That raises the question of the form of relief.
MR CHAMBERLAIN: My Lord, yes. I have had an opportunity to discuss with my learned friend, Mr Jaffa, who appears for the Authority, the proper form for relief in the light of your Lordship's judgment. We have agreed that the relief should be that set out in paragraph 24(A)of the grounds for judicial review, namely a quashing order to quash the decision of the Authority announced on 13 December 2001 in principle to a allow a human (inaudible) tissue typing in order to test embryos for testing for siblings.
MR JUSTICE MAURICE KAY: Are you content with the order in that form, Mr Jaffa?
MR JAFFA: Yes.
MR JUSTICE MAURICE KAY: Certainly. Could you draw up a minute reflecting that and lodge it?
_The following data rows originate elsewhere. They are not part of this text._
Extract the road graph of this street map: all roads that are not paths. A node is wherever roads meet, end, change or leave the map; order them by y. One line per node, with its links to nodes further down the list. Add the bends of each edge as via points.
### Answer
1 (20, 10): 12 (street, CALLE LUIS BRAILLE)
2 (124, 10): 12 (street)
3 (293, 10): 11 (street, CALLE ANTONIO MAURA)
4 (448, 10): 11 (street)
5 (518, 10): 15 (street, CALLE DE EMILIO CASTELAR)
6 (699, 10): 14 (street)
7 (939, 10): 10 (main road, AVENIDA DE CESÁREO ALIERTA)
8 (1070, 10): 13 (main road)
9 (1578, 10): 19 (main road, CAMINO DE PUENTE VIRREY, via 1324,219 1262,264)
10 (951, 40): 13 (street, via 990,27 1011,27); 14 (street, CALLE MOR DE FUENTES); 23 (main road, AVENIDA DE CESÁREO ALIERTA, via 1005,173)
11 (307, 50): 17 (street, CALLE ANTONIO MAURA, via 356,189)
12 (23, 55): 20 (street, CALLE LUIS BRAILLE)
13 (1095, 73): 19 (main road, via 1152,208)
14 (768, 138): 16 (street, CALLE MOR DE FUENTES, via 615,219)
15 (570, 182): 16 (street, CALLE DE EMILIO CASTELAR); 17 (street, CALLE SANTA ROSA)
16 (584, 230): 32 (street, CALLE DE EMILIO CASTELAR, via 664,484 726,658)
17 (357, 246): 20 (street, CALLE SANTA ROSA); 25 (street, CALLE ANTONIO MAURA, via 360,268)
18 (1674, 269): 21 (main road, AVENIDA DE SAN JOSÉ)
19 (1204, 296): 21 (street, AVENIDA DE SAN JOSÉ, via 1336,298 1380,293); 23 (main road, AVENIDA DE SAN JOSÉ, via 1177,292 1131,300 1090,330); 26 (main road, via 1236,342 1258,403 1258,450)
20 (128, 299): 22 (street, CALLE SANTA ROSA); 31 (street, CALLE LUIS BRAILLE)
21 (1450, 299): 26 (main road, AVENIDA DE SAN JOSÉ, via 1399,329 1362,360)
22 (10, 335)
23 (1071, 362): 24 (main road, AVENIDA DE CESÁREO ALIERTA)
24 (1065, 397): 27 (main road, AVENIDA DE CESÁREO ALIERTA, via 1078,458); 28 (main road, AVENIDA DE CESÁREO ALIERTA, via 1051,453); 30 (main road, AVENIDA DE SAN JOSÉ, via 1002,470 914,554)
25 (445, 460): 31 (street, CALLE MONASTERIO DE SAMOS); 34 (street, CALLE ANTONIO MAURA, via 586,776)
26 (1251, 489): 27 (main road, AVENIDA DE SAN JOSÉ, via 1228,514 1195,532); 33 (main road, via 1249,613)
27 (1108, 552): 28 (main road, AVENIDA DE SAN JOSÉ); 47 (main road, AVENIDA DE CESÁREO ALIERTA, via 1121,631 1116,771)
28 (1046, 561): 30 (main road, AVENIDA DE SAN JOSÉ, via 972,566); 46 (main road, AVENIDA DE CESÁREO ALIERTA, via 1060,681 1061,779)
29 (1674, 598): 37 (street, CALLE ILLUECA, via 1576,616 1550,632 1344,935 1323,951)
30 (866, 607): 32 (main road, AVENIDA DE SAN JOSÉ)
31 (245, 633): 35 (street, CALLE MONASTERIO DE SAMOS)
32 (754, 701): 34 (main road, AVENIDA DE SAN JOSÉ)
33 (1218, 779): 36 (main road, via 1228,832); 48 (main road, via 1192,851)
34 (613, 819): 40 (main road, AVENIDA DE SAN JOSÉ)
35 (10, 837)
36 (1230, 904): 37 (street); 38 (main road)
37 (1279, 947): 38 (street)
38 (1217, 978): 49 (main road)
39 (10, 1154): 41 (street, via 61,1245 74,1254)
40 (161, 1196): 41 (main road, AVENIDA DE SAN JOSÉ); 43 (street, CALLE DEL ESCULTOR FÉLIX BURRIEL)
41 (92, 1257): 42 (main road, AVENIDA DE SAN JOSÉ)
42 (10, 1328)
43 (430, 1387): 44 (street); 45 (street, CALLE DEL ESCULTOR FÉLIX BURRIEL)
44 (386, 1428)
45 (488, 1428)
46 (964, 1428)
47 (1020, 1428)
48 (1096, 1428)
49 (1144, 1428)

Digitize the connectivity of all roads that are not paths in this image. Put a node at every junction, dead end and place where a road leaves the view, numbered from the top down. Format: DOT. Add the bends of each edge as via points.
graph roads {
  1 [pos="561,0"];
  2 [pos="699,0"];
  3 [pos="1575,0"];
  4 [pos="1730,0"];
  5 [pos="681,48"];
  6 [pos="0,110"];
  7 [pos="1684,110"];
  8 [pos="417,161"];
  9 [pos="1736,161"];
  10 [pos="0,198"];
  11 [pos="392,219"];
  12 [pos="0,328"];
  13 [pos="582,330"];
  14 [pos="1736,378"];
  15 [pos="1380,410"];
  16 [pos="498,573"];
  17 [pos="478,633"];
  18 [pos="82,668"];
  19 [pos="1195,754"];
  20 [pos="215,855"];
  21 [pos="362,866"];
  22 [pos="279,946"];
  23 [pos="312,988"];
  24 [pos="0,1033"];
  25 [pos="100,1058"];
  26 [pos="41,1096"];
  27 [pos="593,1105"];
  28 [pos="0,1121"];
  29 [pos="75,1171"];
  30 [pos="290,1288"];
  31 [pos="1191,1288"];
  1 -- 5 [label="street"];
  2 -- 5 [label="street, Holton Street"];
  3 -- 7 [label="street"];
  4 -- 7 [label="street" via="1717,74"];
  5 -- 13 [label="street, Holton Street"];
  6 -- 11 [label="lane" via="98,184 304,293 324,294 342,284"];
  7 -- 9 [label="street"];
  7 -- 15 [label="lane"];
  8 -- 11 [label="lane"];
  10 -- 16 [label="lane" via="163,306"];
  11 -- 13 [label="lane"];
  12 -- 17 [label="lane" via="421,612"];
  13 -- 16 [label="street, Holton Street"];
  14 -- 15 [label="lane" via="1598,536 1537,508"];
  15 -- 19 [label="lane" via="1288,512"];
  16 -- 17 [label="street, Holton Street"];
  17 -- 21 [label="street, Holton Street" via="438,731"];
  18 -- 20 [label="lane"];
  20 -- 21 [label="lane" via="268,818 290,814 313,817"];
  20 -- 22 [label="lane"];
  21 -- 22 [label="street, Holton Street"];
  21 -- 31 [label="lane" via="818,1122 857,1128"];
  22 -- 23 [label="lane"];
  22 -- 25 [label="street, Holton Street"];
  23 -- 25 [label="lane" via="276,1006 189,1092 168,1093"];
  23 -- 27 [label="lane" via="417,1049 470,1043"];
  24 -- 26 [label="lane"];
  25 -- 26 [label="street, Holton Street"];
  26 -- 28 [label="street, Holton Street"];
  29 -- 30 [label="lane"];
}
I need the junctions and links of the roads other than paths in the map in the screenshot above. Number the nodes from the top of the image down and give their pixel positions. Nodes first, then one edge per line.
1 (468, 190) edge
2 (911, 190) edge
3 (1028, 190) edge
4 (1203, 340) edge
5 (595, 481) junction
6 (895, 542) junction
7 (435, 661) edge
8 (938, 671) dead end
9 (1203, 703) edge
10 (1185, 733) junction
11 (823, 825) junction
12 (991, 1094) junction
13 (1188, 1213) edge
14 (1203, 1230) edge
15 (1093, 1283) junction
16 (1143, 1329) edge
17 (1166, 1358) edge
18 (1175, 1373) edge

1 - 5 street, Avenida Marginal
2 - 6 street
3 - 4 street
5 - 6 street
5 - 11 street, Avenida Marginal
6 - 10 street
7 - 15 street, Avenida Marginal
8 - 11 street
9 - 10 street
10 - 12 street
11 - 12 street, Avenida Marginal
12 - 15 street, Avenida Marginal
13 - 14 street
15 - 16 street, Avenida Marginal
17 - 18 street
MR CHAMBERLAIN: Certainly. I do also have an application for costs. I do not think that it is opposed.
MR JUSTICE MAURICE KAY: To be assessed.
MR CHAMBERLAIN: Detailed assessment.
MR JAFFA: My Lord, I cannot resist an application for costs. The application I do have is for permission to appeal. I submit where permission to appeal should clearly be granted is where it raises substantial matters of public importance in the interest of the community. It also raises the question which, in reality, has an impact on human life, and which are in any event urgent. Similar cases dealing with the same legislation have also been appealed. Indeed, the same claimants in this case are currently taking the case to the House of Lords. The matters raised are of the upmost importance.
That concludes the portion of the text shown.